Tags out of gcc

2014-10-04 Thread Adrian May
Hi All,

I have this brainstorm which I'd like to get some feedback on.

I reckon it's a bad idea to make source browsing info with a separate
program like cscope or etags. I reckon it's the compiler's job.

Why? (1) Because only the compiler can do it authoritatively, after
all, it decides what's in your executable. (2) Doing it properly
involves following #ifdefs and #includes, which the compiler already
does. (3) Because the types of tag you want are defined by the
language. (4) Because there's very little to it after parsing, which
the compiler is already doing.

I imagine doing it for c++ and outputting cscope format which is
reasonably expressive and popular.

I have no idea how hard it would be, but if I can bug people for help
I'd be willing to give it a shot.

Is there any interest in something like that?

Adrian.

PS: I'm not talking about local text completion here. I"m talking
about finding your way around a huge project where cscope etc give 50
different definitions of any important function because they can't
follow the #ifdefs.


Re: Tags out of gcc

2014-10-04 Thread Richard Kenner
> I reckon it's a bad idea to make source browsing info with a separate
> program like cscope or etags. I reckon it's the compiler's job.

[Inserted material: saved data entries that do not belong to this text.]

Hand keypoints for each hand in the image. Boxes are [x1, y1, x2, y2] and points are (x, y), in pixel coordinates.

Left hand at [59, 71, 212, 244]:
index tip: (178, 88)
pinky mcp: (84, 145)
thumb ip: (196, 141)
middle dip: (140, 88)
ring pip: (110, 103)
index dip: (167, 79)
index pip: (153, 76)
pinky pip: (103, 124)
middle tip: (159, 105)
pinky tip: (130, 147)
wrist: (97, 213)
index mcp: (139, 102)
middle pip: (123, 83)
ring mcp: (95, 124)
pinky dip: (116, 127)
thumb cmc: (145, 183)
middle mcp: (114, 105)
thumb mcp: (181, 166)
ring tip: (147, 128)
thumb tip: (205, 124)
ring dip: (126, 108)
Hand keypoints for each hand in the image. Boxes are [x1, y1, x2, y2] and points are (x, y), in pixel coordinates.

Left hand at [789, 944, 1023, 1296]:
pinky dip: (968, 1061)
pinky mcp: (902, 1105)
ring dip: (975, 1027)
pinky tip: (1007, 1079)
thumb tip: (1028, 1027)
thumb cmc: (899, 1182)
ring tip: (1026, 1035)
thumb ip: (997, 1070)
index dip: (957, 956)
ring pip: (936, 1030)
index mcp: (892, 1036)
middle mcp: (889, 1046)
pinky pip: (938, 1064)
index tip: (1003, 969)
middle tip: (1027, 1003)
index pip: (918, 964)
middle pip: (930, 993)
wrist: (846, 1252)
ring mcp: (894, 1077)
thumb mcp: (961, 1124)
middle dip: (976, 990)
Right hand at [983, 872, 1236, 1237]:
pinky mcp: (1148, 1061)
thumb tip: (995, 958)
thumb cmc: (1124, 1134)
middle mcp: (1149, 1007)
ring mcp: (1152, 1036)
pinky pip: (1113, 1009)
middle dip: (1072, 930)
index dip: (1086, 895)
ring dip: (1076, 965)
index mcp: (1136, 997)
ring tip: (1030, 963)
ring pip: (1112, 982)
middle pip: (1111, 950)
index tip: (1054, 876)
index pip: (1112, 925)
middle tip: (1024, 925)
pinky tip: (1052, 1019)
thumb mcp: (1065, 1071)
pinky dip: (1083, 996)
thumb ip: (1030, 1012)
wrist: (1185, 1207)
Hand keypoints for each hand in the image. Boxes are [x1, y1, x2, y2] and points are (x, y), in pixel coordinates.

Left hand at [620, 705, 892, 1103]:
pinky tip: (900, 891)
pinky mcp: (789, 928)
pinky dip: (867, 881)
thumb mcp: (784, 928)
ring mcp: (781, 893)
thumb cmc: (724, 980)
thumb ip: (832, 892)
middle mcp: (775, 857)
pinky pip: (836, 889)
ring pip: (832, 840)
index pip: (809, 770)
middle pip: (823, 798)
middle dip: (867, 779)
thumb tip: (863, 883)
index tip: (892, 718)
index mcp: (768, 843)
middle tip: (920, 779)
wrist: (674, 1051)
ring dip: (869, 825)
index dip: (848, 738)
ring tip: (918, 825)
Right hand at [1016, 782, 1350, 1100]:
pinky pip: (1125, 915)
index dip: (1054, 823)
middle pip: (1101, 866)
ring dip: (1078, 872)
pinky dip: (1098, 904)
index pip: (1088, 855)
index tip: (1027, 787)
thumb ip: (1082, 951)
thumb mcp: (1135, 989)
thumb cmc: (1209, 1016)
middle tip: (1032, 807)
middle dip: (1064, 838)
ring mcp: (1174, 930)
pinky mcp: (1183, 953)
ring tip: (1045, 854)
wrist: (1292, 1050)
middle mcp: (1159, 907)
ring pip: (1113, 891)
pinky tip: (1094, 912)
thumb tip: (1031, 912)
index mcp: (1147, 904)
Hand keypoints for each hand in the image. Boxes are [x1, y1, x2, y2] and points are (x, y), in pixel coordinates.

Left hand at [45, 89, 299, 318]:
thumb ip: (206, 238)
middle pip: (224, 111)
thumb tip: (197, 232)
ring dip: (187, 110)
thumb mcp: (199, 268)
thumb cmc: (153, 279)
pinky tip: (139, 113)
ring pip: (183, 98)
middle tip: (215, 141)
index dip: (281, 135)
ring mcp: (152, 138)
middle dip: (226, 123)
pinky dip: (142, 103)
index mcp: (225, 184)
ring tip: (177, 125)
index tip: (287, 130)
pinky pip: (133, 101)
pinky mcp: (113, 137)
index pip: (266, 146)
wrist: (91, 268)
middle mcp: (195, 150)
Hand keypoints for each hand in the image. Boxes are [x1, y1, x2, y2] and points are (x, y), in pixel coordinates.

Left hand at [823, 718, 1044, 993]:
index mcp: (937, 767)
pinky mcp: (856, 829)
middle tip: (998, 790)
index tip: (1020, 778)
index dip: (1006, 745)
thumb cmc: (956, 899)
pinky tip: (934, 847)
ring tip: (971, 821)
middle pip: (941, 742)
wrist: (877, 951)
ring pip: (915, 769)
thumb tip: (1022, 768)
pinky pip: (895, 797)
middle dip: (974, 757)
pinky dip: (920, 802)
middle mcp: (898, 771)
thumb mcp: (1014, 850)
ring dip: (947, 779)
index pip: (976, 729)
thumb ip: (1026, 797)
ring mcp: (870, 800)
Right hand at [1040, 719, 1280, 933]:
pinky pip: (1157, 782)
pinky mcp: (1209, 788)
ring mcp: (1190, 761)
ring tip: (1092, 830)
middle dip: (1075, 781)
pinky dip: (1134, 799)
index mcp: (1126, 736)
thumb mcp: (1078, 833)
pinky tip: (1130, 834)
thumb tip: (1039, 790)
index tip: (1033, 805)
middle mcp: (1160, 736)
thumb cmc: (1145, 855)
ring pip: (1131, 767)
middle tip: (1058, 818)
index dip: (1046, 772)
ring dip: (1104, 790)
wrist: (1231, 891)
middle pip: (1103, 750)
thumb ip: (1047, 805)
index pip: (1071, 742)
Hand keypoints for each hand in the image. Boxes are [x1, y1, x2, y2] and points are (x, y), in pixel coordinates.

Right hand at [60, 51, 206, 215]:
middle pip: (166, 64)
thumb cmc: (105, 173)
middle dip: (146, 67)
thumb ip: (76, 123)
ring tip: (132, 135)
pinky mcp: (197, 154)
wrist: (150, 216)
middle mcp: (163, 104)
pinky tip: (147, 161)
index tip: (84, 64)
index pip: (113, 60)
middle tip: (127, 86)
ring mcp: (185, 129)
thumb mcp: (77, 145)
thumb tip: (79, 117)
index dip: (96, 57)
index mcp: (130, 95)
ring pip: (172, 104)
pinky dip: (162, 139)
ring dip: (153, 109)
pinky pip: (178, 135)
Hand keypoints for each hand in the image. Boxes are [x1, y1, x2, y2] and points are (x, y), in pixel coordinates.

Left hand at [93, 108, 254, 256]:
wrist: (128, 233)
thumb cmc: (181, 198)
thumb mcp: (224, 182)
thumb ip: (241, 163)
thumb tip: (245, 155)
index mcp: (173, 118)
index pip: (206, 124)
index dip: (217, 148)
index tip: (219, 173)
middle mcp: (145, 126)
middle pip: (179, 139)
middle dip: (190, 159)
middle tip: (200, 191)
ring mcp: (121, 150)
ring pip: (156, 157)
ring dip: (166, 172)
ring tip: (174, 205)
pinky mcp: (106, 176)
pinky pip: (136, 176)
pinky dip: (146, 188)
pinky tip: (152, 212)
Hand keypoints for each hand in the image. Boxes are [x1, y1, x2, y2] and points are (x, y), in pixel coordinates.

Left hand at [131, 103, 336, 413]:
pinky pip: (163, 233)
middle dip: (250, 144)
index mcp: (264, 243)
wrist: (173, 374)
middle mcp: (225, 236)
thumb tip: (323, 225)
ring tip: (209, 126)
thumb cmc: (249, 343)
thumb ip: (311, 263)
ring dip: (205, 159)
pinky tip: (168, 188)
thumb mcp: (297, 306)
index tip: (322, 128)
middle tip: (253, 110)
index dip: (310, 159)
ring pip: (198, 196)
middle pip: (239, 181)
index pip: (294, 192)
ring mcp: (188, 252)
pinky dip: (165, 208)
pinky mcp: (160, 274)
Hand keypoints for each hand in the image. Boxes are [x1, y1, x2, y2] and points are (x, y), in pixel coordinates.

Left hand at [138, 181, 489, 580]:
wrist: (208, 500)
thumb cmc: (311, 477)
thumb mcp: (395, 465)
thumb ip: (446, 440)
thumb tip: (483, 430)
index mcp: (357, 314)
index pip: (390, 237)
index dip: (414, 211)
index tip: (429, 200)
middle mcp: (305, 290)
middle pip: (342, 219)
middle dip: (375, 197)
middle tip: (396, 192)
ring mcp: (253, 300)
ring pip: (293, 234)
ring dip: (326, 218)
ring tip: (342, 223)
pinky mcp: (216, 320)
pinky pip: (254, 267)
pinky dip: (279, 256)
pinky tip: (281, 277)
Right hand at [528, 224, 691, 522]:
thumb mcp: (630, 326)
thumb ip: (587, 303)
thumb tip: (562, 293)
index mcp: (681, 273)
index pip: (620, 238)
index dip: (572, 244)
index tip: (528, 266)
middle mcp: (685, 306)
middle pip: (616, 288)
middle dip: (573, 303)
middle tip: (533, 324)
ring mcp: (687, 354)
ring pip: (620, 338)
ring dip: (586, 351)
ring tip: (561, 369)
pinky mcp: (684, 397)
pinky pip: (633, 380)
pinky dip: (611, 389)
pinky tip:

One of the issues with soure browsing is that you want to be able to do
it in the presence of syntax errors.  That can make it harder for the
compiler to do it since it's usually not doing a robust parse in the
presense of errors.


Re: Tags out of gcc

2014-10-04 Thread Adrian May
Well it seems to be able to report a lot of syntax errors even if
they're close together, so it must be getting back on its feet fairly
quickly. I don't know how that works. Maybe it just scoots along to
the next semicolon or maybe you explicitly have productions like "if
(syntax error) { ... }".

What I also don't know is what the parser outputs if there's an error.
Can it say "he tried to define bool foo() at line 123 but the body was
erroneous", or does it just stdout the error message and forget there
was ever an attempt to define foo?


On 4 October 2014 18:17, Richard Kenner  wrote:
>> I reckon it's a bad idea to make source browsing info with a separate
>> program like cscope or etags. I reckon it's the compiler's job.
>
> One of the issues with soure browsing is that you want to be able to do
> it in the presence of syntax errors.  That can make it harder for the
> compiler to do it since it's usually not doing a robust parse in the
> presense of errors.


Re: Tags out of gcc

2014-10-04 Thread Richard Kenner
> Well it seems to be able to report a lot of syntax errors even if
> they're close together, so it must be getting back on its feet fairly
> quickly. I don't know how that works. Maybe it just scoots along to
> the next semicolon or maybe you explicitly have productions like "if
> (syntax error) { ... }".
> 
> What I also don't know is what the parser outputs if there's an error.
> Can it say "he tried to define bool foo() at line 123 but the body was
> erroneous", or does it just stdout the error message and forget there
> was ever an attempt to define foo?

You're missing my point by getting too deep into details.  I'm making a
more general point, which is that a parser of a compiler and a source
browser have two different purposes.

The purpose of the former is primarily to produce a parse tree of a correct
program and secondarily to produce as many error messages as possible for
an incorrect program.  The purpose of the latter is to try to figure out as
much as it can about the semantic meaning of what may be program fragments
and be completely uncaring about the presence or absence of errors.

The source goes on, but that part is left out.